Your instructions: Line count for the string "controls": state how many lines in the records below hold it, giving only the number.
::::::
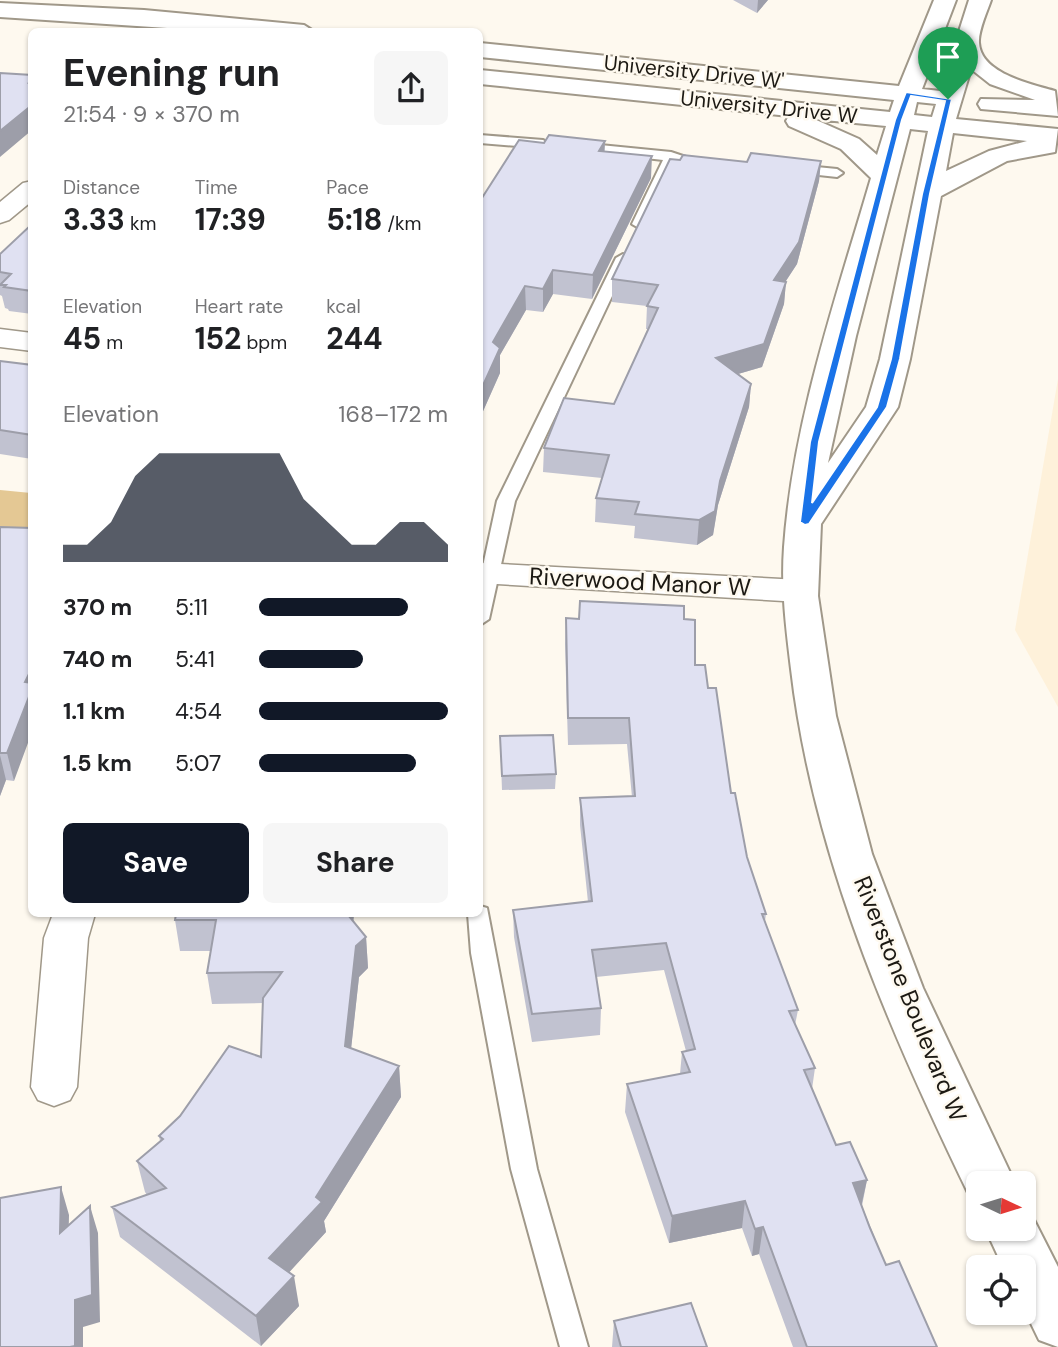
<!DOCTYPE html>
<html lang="en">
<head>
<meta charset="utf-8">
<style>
	:root { --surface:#fff; --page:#f6f6f6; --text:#202124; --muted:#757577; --accent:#111827 }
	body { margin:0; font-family:"DM Sans",sans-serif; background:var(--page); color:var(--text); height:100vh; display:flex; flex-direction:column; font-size:26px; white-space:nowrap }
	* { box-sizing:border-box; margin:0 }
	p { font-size:23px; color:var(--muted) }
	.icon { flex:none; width:38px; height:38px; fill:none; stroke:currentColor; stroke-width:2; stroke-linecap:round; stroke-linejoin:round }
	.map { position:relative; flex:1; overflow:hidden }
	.side { position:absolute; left:28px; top:28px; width:455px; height:889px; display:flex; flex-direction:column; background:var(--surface); border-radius:10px; box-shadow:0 2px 5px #0004 }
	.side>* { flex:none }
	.needle { width:46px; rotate:94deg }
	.controls { position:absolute; left:966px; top:1171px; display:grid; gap:14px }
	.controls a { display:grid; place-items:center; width:70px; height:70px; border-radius:10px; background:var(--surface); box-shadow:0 2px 5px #0004; font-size:35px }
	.pin { position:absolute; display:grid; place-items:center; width:60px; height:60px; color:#fff; margin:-72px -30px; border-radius:50% 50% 50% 0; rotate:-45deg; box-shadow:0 0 7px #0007 }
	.pin .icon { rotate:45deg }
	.round { display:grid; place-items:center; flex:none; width:74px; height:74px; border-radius:10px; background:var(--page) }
	.overview { display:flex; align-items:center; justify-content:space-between; height:119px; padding:0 35px }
	h1 { font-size:38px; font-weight:700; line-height:52px }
	.figures { display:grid; grid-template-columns:repeat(3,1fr); gap:10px; height:119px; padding:7px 35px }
	.figures div { display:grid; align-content:center }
	.figures b { font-size:30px; font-weight:700 }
	.figures small { font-size:19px; font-weight:400 }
	.figures p { font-size:19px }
	.chart { height:196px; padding:14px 35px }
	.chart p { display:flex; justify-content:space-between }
	.chart svg { width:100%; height:126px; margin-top:7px; fill:var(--accent); opacity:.7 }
	.primary-button { display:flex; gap:14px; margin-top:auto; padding:14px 35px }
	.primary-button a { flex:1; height:80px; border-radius:10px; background:var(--accent); color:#fff; font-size:28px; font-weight:700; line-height:80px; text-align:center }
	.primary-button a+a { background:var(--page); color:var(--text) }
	ul { padding:0 35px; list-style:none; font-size:23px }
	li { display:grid; grid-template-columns:112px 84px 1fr; align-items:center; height:52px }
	li i { height:18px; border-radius:9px; background:var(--accent) }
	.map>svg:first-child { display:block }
</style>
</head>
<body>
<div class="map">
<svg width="1058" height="1347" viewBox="0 0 1058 1347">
	<rect width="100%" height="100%" fill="#fef9ef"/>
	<path fill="#fef1da" d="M 1058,379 L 1058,707 L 1015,630 Z"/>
	<path fill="#e4c894" d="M 0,490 L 31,493 L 31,537 L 0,535 Z"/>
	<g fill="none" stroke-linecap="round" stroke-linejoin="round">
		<defs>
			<path id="lane" d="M 480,135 L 543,140 L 549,144 L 543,148 L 480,143 Z
				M 580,143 L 671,152 L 689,158 L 683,162 L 675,161 L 646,224 L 639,228 L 632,224 L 663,160 L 576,150 L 576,144 Z
				M 796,165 L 837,169 L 843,173 L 837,177 L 791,172 L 790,169 Z
				M 623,254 L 630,258 L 515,501 L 489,619 L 480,625 L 480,580 L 497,501 L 616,258 Z
				M 480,906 L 487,908 L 537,1169 L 588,1347 L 560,1347 L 511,1169 L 471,953 L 468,914 L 480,914 Z"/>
			<path id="street" d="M 32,181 L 32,201 L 9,220 L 0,223 L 0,202 L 23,183 Z
				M 0,329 L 32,333 L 32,351 L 0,347 Z
				M 480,563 L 800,580 L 812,584 L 817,591 L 812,598 L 800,602 L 480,583 Z
				M 53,914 L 95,914 L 88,938 L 77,1087 L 70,1100 L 54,1106 L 38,1100 L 31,1087 L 44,938 Z"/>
			<path id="secondary" d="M 934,0 L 956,0 L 922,89 L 940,91 L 969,0 L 991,0 C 987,12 978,31 979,43 C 981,74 1032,84 1055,91 L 1058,116 L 981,109 L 978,104 L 981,99 L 1035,100 L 990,84 L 971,69 L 956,119 L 1058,129 L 1055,152 L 1007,161 L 941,196 L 910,359 L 898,407 L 821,524 L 818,596 L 836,716 L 872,854 L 923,988 L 1015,1183 L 978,1183 L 978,1201 L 971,1199 C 889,1030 813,856 791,669 C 786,628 781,589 784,547 C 793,421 836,298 871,178 L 841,149 L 789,126 L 786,121 L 789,116 L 480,84 L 480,70 L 890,112 L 894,100 L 480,57 L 480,43 L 899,86 ZM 917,102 L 936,104 L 932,117 L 914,115 ZM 814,119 L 886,126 L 877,155 L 859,139 ZM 910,129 L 928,131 L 880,359 L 866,407 L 828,463 L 856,336 ZM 953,133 L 1027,141 L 989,151 L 946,171 Z
				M 0,3 L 144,10 L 304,25 L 315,32 L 228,32 L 0,17 Z
				M 1024,1210 L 1030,1212 L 1058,1267 L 1058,1347 L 1039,1340 L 1024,1309 L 1024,1267 L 1003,1267 L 985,1228 L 1024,1228 Z"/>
		</defs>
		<use href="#lane" stroke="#a09889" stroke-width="4"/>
		<use href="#street" stroke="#a09889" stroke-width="3"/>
		<use href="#secondary" stroke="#a09889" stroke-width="4"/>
		<use href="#lane" fill="#fff" fill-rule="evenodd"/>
		<use href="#street" fill="#fff" fill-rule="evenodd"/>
		<use href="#secondary" fill="#fff" fill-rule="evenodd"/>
	</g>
	<path fill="#c1c2d0" d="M 733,0 L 768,0 L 757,13 Z
		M 605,141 L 604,152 L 651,178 L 592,299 L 553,294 L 543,312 L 526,310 L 500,355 L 500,373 L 480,418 L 544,143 Z
		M 680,160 L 747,162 L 821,161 L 819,181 L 797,264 L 786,281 L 784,304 L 762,367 L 738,374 L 751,384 L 749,407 L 718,505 L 713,535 L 697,545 L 634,538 L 635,526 L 595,522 L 596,498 L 602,478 L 543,472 L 544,448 L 614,404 L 648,329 L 646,329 L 647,306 L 612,302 L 612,279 Z
		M 32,224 L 32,314 L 9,311 L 8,309 L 5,308 L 2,296 L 0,295 L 0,254 Z
		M 0,361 L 32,365 L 32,459 L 0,454 Z
		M 0,527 L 14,781 L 6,780 L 0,796 Z
		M 566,618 L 684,619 L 695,665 L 708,688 L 731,793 L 747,857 L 766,914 L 765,921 L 798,1010 L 795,1025 L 815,1068 L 812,1089 L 836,1145 L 867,1180 L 862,1206 L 886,1265 L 937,1347 L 793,1347 L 759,1254 L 752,1256 L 742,1228 L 669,1243 L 625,1112 L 627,1084 L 680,1074 L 682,1052 L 686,1051 L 664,970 L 596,977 L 601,1008 L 600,1035 L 532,1042 L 514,937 L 513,910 L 588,902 L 580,825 L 580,798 L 632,797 L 627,744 L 568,745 L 565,644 Z
		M 500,736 L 556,774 L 555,789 L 502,790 Z
		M 176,914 L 354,914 L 353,922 L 366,937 L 368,968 L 359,977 L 351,1048 L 399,1066 L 401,1097 L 324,1221 L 326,1232 L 289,1272 L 299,1306 L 261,1346 L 120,1237 L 112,1207 L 147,1195 L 145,1192 L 137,1161 L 160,1141 L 159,1136 L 261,1057 L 263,1003 L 212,1004 L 207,973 L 211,951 L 180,951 L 175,920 Z
		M 614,1321 L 707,1347 L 612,1347 Z"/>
	<path fill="#9d9ea9" d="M 758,0 L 768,0 L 757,13 Z
		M 32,105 L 32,130 L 0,157 L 0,131 Z
		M 605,141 L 604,163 L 599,151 Z
		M 652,156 L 651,178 L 592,299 L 593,275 Z
		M 821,161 L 819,181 L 797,264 L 772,302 L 774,280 Z
		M 553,270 L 553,294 L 543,312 L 543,289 Z
		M 786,282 L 784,304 L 762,367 L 714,381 L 716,358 Z
		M 525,286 L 526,310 L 500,355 L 500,373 L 480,418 L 480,392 L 493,342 Z
		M 751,384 L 749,407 L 718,505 L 713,535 L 697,545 L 699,520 L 720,481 Z
		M 32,668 L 32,732 L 14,781 L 7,753 L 25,682 Z
		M 0,755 L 6,780 L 0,796 Z
		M 348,914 L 354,914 L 351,946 Z
		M 366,937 L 368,968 L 359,977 L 348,1077 L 345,1046 L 356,946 Z
		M 399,1066 L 401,1097 L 324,1221 L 326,1232 L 274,1289 L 269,1258 L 316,1197 Z
		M 867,1180 L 861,1207 L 853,1183 Z
		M 61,1187 L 69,1215 L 68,1260 L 60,1233 Z
		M 745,1201 L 742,1228 L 669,1243 L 672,1216 Z
		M 90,1206 L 98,1233 L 100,1322 L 83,1327 L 83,1347 L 70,1347 L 75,1300 Z
		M 763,1227 L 759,1254 L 752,1256 L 755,1229 Z
		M 294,1276 L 299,1306 L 261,1346 L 256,1316 Z"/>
	<path fill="#e0e1f2" stroke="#9d9ea9" stroke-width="2" d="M 0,73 L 32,75 L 32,81 L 29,83 L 32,84 L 32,105 L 0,131 Z
		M 549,135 L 605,141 L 599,151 L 652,156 L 593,275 L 553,270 L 543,289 L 525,286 L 493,342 L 500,348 L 480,392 L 480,201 L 519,140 L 544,143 Z
		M 751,153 L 821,161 L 799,242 L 774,280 L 786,282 L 764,344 L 716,358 L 751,384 L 720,481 L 715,511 L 699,520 L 635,514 L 639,502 L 596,498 L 609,455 L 544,448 L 564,398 L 614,404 L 658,308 L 647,306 L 658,285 L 612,279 L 670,159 L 680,160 L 683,155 L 747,162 Z
		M 32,224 L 32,291 L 4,287 L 6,285 L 0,285 L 11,274 L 0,272 L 0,254 Z
		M 0,361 L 32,365 L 32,435 L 0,430 Z
		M 0,527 L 32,528 L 32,668 L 25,682 L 32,683 L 32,689 L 7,753 L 0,753 Z
		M 580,601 L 684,606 L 684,619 L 695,620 L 695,665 L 705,665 L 708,688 L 716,688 L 731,793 L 735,793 L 747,857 L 766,914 L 762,914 L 798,1010 L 789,1011 L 815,1068 L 804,1070 L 836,1145 L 850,1142 L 867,1180 L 853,1183 L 870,1228 L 886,1265 L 899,1261 L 937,1347 L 807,1347 L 763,1227 L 755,1229 L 745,1201 L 672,1216 L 627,1084 L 690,1072 L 682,1052 L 695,1049 L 666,943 L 592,950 L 601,1008 L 532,1014 L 513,910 L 592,901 L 580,798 L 635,796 L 629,718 L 568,718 L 566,618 L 579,619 Z
		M 553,735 L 556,774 L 502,776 L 500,736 Z
		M 176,914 L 348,914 L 348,915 L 366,937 L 356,946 L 345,1046 L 399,1066 L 316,1197 L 322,1202 L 269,1258 L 294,1276 L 256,1316 L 112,1207 L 166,1188 L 137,1161 L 163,1139 L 159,1136 L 180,1116 L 229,1046 L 261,1057 L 263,998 L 282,972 L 207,973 L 216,920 L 175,920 Z
		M 61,1187 L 60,1233 L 90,1206 L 92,1295 L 75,1300 L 75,1346 L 70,1347 L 0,1347 L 0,1198 Z
		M 691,1303 L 707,1347 L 621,1347 L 614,1321 Z"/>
	<path fill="#1a73e8" stroke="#fff" stroke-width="2" fill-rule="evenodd" d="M 906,92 L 952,99 L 930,194 L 900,359 L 887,407 L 809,524 L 805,525 L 800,522 L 810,442 L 895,120 ZM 911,96 L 945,101 L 922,194 L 891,359 L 877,407 L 812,503 L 819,442 L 902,120 Z"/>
	<g text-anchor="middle" stroke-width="5" stroke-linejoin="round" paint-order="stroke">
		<g font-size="21" fill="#1c1913" stroke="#fef9ef">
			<text transform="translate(694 72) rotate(6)" y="7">University Drive W'</text>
			<text transform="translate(769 107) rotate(6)" y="7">University Drive W</text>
		</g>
		<g font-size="24" fill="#1c1913" stroke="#fef9ef">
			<text transform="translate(640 582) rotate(3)" y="8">Riverwood Manor W</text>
			<text transform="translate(910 999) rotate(68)" y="8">Riverstone Boulevard W</text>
		</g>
	</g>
</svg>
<div class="controls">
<a><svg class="needle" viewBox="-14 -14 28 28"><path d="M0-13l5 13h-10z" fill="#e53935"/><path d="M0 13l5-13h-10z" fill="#757577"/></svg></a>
<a><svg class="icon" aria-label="locate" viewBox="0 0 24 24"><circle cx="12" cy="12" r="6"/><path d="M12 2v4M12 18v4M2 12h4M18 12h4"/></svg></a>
</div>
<div class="pin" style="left:948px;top:99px;background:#1e9e55"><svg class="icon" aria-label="arrive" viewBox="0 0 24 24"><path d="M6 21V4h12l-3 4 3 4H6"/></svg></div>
<section class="side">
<div class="overview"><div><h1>Evening run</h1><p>21:54 · 9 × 370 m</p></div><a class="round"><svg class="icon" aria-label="share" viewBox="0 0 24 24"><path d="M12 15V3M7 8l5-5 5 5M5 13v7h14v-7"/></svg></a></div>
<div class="figures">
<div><p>Distance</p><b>3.33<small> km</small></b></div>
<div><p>Time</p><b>17:39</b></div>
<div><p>Pace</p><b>5:18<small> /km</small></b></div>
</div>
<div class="figures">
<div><p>Elevation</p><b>45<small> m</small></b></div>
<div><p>Heart rate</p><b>152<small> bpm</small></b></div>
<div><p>kcal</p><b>244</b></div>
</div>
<div class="chart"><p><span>Elevation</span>168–172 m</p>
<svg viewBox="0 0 160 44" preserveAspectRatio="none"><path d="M0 44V38L10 38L20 30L30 14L40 6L50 6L60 6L70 6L80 6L90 6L100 22L110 30L120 38L130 38L140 30L150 30L160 38V44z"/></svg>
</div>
<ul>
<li><b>370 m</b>5:11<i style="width:79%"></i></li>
<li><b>740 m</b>5:41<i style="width:55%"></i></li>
<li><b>1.1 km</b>4:54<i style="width:100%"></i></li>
<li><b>1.5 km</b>5:07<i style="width:83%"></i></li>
</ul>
<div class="primary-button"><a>Save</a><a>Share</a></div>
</section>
</div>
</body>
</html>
::::::
Output below: 3